**Aim of the task**: Give an exact copy of the data that follows, but none of its pictures.

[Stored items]
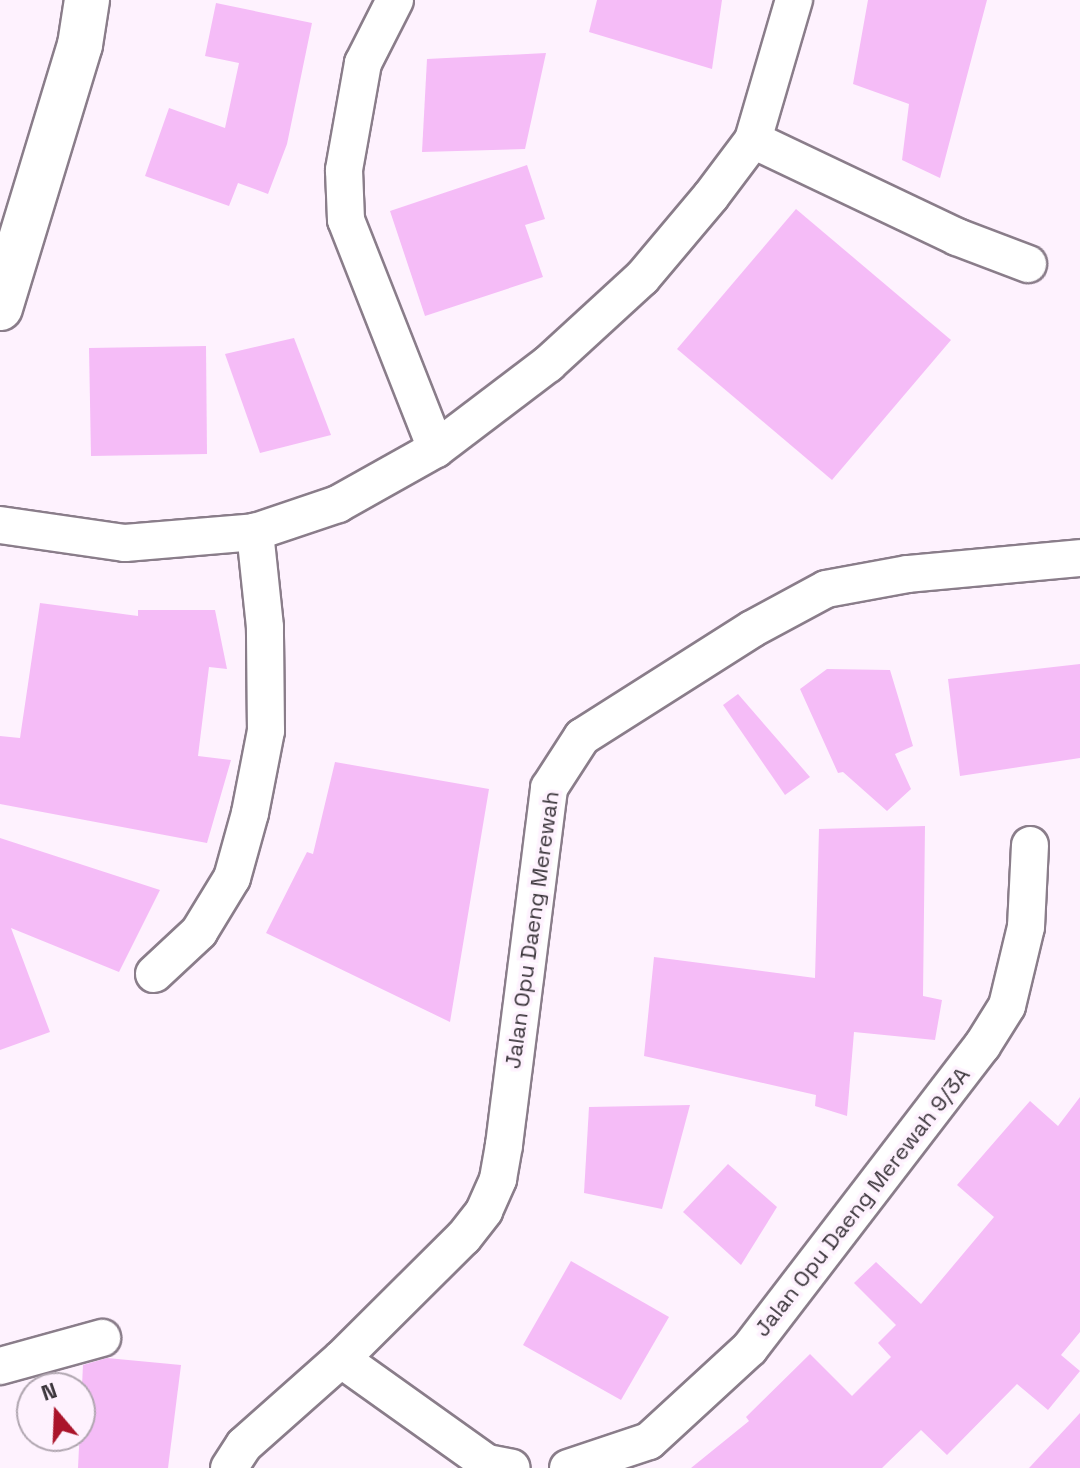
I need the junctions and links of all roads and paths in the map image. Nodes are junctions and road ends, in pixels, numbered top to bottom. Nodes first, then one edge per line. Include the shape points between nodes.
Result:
1 (87, 0) edge
2 (395, 0) edge
3 (794, 0) edge
4 (753, 140) junction
5 (1028, 264) dead end
6 (0, 308) edge
7 (436, 449) junction
8 (14, 529) edge
9 (255, 532) junction
10 (1080, 558) edge
11 (1030, 845) dead end
12 (154, 974) dead end
13 (102, 1338) dead end
14 (341, 1359) junction
15 (0, 1366) edge
16 (229, 1468) edge
17 (512, 1468) edge
18 (568, 1468) edge

1 - 6 street via 80,45
2 - 7 street via 363,63 344,170 346,220
3 - 4 street
4 - 5 street via 957,237
4 - 7 street via 642,278 548,364
7 - 9 street via 338,504
8 - 9 street via 125,543
9 - 12 street via 265,627 266,731 250,813 232,878 199,932
10 - 14 street, Jalan Opu Daeng Merewah via 908,574 826,589 752,629 582,737 560,764 545,810 498,1179 464,1237
11 - 18 street, Jalan Opu Daeng Merewah 9/3A via 1026,927 1007,1006 982,1046 750,1348 649,1441
13 - 15 street
14 - 16 street, Jalan Opu Daeng Merewah via 244,1445
14 - 17 street via 487,1463

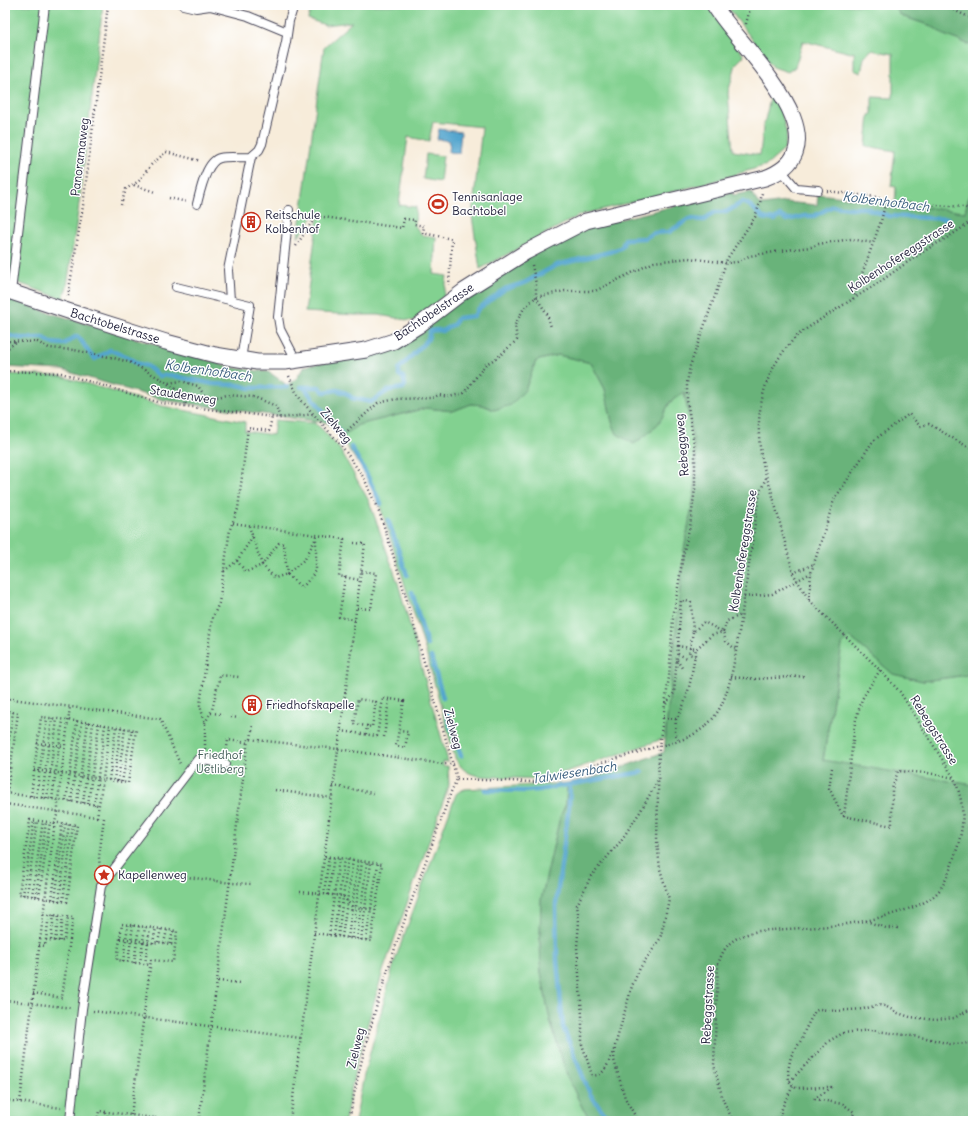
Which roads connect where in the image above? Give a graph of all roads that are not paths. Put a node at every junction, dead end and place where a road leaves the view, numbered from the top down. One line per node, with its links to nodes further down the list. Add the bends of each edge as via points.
1 (45, 5): 12 (lane)
2 (182, 5): 5 (lane, via 196,8 210,6 248,16)
3 (294, 5): 5 (lane)
4 (714, 5): 7 (street, via 777,86 796,122 798,133 795,152)
5 (287, 32): 6 (lane, via 262,144)
6 (251, 157): 9 (lane, via 220,158 214,161); 13 (lane, via 228,270)
7 (782, 170): 8 (lane, via 796,188); 15 (street, Bachtobelstrasse, via 754,181 586,221 536,246 464,291 394,341 366,350)
8 (818, 190)
9 (197, 204)
10 (289, 210): 15 (lane, via 278,323)
11 (176, 287): 13 (lane)
12 (8, 291): 14 (street, Bachtobelstrasse, via 166,342)
13 (230, 300): 14 (lane, via 250,305)
14 (241, 359): 15 (street, Bachtobelstrasse, via 266,363)
15 (290, 361)
16 (225, 764): 17 (lane, via 198,759 101,886 82,1009)
17 (70, 1121)

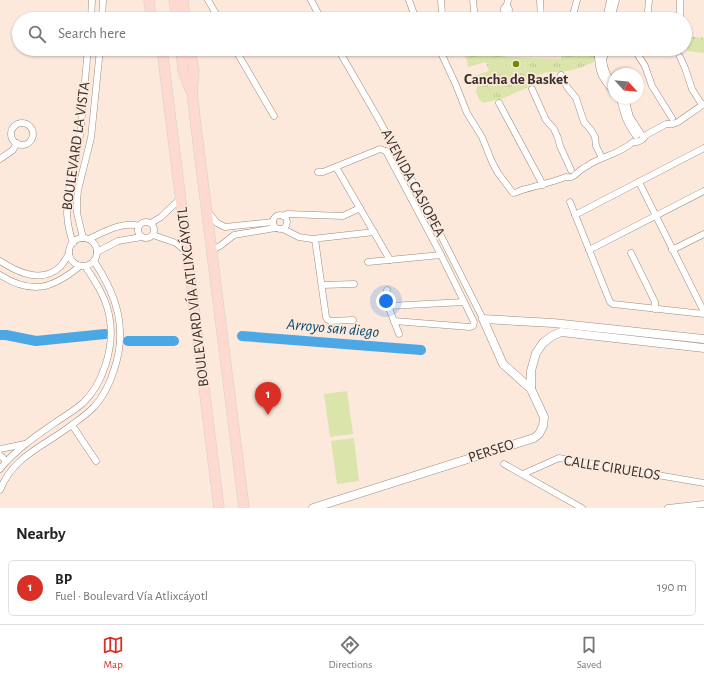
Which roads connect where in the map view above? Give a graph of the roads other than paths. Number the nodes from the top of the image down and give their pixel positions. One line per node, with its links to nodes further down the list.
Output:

**Response for this exercise**:
I need the junctions and links of all roads and paths in the map image. Nodes are junctions and road ends, in pixels, numbered top to bottom. Nodes first, then one edge per line. Include the shape points between nodes.
Result:
1 (87, 0) edge
2 (395, 0) edge
3 (794, 0) edge
4 (753, 140) junction
5 (1028, 264) dead end
6 (0, 308) edge
7 (436, 449) junction
8 (14, 529) edge
9 (255, 532) junction
10 (1080, 558) edge
11 (1030, 845) dead end
12 (154, 974) dead end
13 (102, 1338) dead end
14 (341, 1359) junction
15 (0, 1366) edge
16 (229, 1468) edge
17 (512, 1468) edge
18 (568, 1468) edge

1 - 6 street via 80,45
2 - 7 street via 363,63 344,170 346,220
3 - 4 street
4 - 5 street via 957,237
4 - 7 street via 642,278 548,364
7 - 9 street via 338,504
8 - 9 street via 125,543
9 - 12 street via 265,627 266,731 250,813 232,878 199,932
10 - 14 street, Jalan Opu Daeng Merewah via 908,574 826,589 752,629 582,737 560,764 545,810 498,1179 464,1237
11 - 18 street, Jalan Opu Daeng Merewah 9/3A via 1026,927 1007,1006 982,1046 750,1348 649,1441
13 - 15 street
14 - 16 street, Jalan Opu Daeng Merewah via 244,1445
14 - 17 street via 487,1463

Which roads connect where in the image above? Give a graph of all roads that are not paths. Put a node at every junction, dead end and place where a road leaves the view, numbered from the top down. One line per node, with its links to nodes further down the list. Add the bends of each edge as via points.
1 (45, 5): 12 (lane)
2 (182, 5): 5 (lane, via 196,8 210,6 248,16)
3 (294, 5): 5 (lane)
4 (714, 5): 7 (street, via 777,86 796,122 798,133 795,152)
5 (287, 32): 6 (lane, via 262,144)
6 (251, 157): 9 (lane, via 220,158 214,161); 13 (lane, via 228,270)
7 (782, 170): 8 (lane, via 796,188); 15 (street, Bachtobelstrasse, via 754,181 586,221 536,246 464,291 394,341 366,350)
8 (818, 190)
9 (197, 204)
10 (289, 210): 15 (lane, via 278,323)
11 (176, 287): 13 (lane)
12 (8, 291): 14 (street, Bachtobelstrasse, via 166,342)
13 (230, 300): 14 (lane, via 250,305)
14 (241, 359): 15 (street, Bachtobelstrasse, via 266,363)
15 (290, 361)
16 (225, 764): 17 (lane, via 198,759 101,886 82,1009)
17 (70, 1121)

Which roads connect where in the map view above? Give a graph of the roads other than paths. Number the nodes from the top of the image down and give their pixel positions. One line per node, with its links to nodes further down the list.
Output:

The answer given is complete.